Cassazione civile Sez. I sentenza n. 7692 del 31 marzo 2006

(2 massime)

(massima n. 1)

I versamenti operati dai soci in conto capitale (o con altra analoga dizione indicati), pur non incrementando immediatamente il capitale sociale, e pur non attribuendo alle relative somme la condizione giuridica propria del capitale (onde non occorre che siano conseguenti ad una specifica deliberazione assembleare di aumento dello stesso), hanno tuttavia una causa che, di norma, è diversa da quella del mutuo ed è assimilabile a quella del capitale di rischio. Essi, pertanto, non danno luogo a crediti esigibili nel corso della vita della società, e possono essere chiesti dai soci in restituzione solo per effetto dello scioglimento della società, e nei limiti dell'eventuale residuo attivo del bilancio di liquidazione. Ciò non esclude, tuttavia, che tra la società ed i soci possa viceversa essere convenuta l'erogazione di capitale di credito, anziché di rischio, e che i soci possano effettuare versamenti in favore della società a titolo di mutuo (con o senza interessi), riservandosi in tal modo il diritto alla restituzione anche durante la vita della società. Fermo restando che è a carico dell'attore l'onere di fornire la prova del titolo posto a fondamento della domanda, stabilire se, in concreto, un determinato versamento tragga origine da un mutuo, o se invece sia stato effettuato quale apporto del socio al patrimonio dell'impresa collettiva, è questione di interpretazione della volontà delle parti, riservata al giudice di merito, il cui apprezzamento non è censurabile in cassazione, se non per violazione delle norme giuridiche che disciplinano l'interpretazione della volontà negoziale o per eventuali carenze o vizi logici della motivazione che quell'accertamento sorregge.

(massima n. 2)

In tema di società, ai fini della ricostruzione dell'intento perseguito dai soci attraverso gli apporti finanziari effettuati in favore della società, il riferimento alla denominazione con cui gli stessi sono stati annotati nella contabilità sociale non è di per sé sufficiente, in difetto di più specifiche indicazioni circa la natura e le condizioni del finanziamento, per qualificare il conferimento come versamento in conto capitale, anziché a titolo di mutuo, stante anche la varietà e la relativa imprecisione che sovente caratterizzano tali denominazioni ed annotazioni contabili.
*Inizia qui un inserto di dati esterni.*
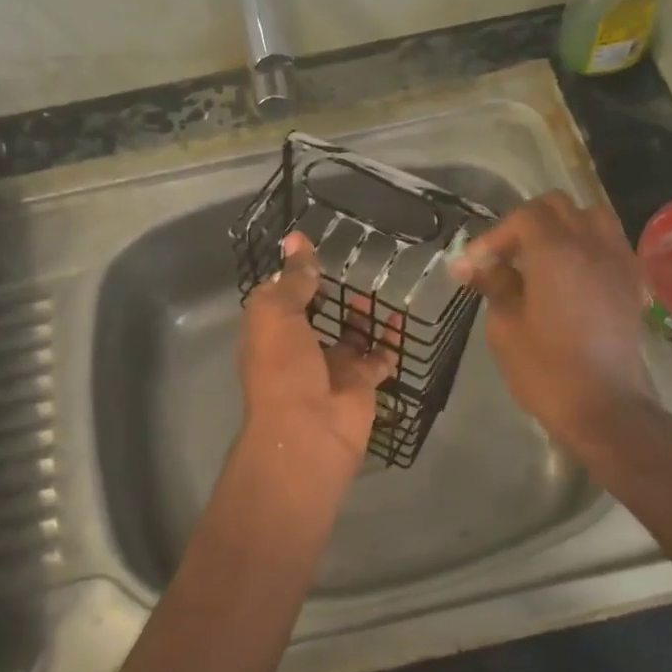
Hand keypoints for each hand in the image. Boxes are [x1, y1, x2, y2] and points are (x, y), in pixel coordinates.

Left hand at [238, 231, 396, 483]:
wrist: (309, 432)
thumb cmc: (284, 368)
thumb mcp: (278, 314)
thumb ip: (292, 279)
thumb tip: (296, 240)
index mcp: (271, 333)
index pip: (280, 298)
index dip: (292, 275)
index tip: (310, 248)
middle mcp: (299, 349)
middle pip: (316, 316)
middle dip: (329, 295)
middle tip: (353, 264)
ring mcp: (332, 368)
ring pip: (350, 335)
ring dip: (362, 315)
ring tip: (377, 286)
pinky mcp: (361, 384)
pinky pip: (379, 357)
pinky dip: (390, 340)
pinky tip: (401, 318)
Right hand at [449, 193, 671, 463]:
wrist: (606, 408)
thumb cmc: (546, 371)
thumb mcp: (505, 327)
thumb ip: (494, 285)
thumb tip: (477, 266)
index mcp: (556, 252)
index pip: (523, 217)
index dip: (493, 236)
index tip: (472, 267)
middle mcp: (592, 245)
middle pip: (557, 207)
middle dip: (525, 224)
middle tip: (503, 257)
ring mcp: (618, 262)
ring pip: (590, 217)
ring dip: (560, 227)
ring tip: (538, 258)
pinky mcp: (632, 283)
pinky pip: (609, 243)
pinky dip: (585, 245)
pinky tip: (569, 275)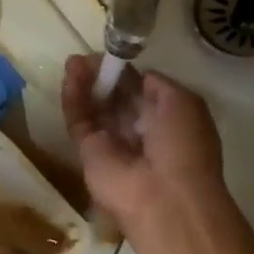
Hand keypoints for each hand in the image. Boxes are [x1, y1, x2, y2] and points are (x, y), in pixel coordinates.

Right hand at [61, 55, 227, 237]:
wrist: (165, 199)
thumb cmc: (183, 147)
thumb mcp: (183, 103)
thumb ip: (158, 85)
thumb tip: (138, 76)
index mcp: (166, 121)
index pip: (140, 91)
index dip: (126, 73)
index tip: (113, 54)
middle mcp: (139, 132)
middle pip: (114, 98)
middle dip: (102, 76)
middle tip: (86, 56)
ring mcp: (112, 143)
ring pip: (93, 107)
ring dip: (84, 82)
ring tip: (74, 61)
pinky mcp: (88, 153)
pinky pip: (78, 120)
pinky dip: (73, 98)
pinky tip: (70, 75)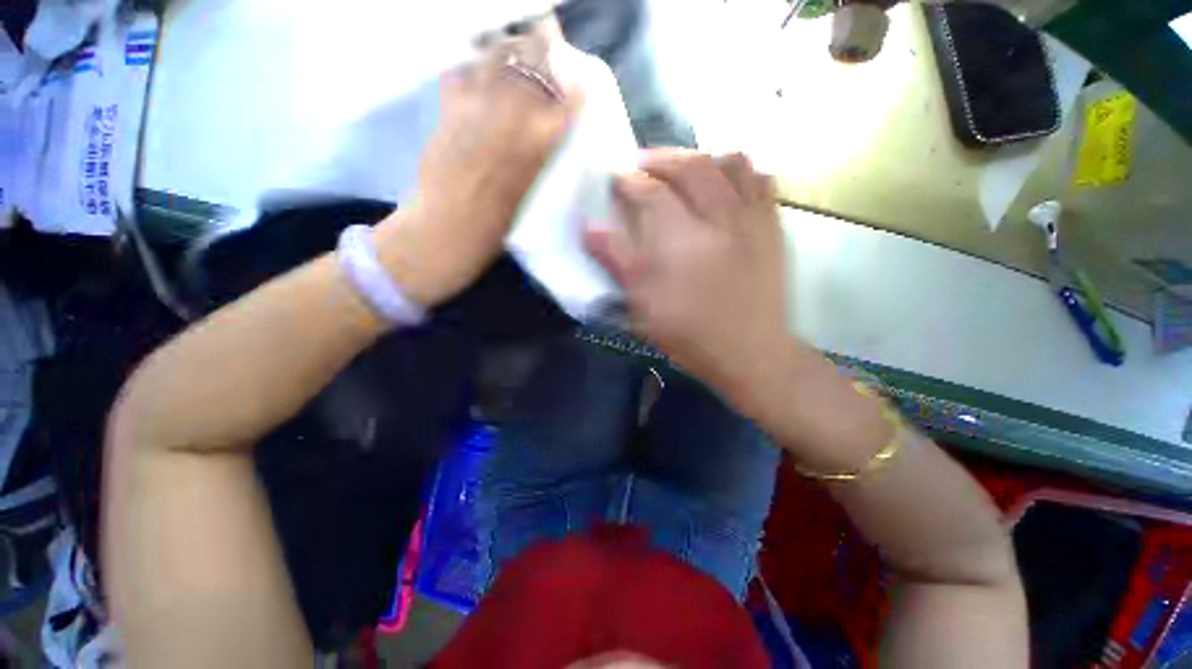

Poiché, peraltro, i conferimenti in conto capitale concorrono a costituire una riserva di patrimonio netto, mentre i versamenti a titolo di mutuo vanno iscritti tra i debiti, la circostanza che nel bilancio della società, a suo tempo approvato dai soci, quei versamenti risultino collocati in una voce di debito, è certamente un elemento dal quale il giudice può trarre argomento per ricostruire la natura dell'operazione finanziaria, soprattutto qualora detta collocazione si accompagni a considerazioni ulteriori, desunte dal tenore di clausole statutarie o dalle finalità pratiche al cui perseguimento il finanziamento appare preordinato.